**Exercise instructions:** For every line of the material below, check for the string "COURT" and return the line if it is there.

**Record extracts:**
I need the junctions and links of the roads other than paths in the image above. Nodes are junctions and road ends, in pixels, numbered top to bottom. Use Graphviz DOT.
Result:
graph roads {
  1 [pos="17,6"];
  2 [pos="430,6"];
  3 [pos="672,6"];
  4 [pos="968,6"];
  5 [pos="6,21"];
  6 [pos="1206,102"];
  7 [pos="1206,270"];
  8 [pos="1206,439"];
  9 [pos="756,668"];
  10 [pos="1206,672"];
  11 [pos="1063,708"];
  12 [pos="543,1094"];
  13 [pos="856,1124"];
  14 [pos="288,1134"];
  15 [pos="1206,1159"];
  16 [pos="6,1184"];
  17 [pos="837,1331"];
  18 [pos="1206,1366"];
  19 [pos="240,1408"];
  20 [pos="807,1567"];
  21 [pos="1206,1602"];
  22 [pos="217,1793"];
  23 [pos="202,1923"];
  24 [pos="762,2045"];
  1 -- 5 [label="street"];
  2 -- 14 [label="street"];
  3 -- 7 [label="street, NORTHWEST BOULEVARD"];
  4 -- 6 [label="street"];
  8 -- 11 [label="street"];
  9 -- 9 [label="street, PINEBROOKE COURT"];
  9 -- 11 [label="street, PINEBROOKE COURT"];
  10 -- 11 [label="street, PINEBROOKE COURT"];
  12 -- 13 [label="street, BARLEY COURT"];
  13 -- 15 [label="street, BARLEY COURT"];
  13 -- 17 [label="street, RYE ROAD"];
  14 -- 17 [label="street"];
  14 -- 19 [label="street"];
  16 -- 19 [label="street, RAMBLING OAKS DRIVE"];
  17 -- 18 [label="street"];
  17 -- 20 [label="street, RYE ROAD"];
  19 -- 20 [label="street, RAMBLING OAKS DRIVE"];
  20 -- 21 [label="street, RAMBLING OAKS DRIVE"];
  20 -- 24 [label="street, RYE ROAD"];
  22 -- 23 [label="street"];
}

**Response area:**
  9 -- 9 [label="street, PINEBROOKE COURT"];
  9 -- 11 [label="street, PINEBROOKE COURT"];
  10 -- 11 [label="street, PINEBROOKE COURT"];
  12 -- 13 [label="street, BARLEY COURT"];
  13 -- 15 [label="street, BARLEY COURT"];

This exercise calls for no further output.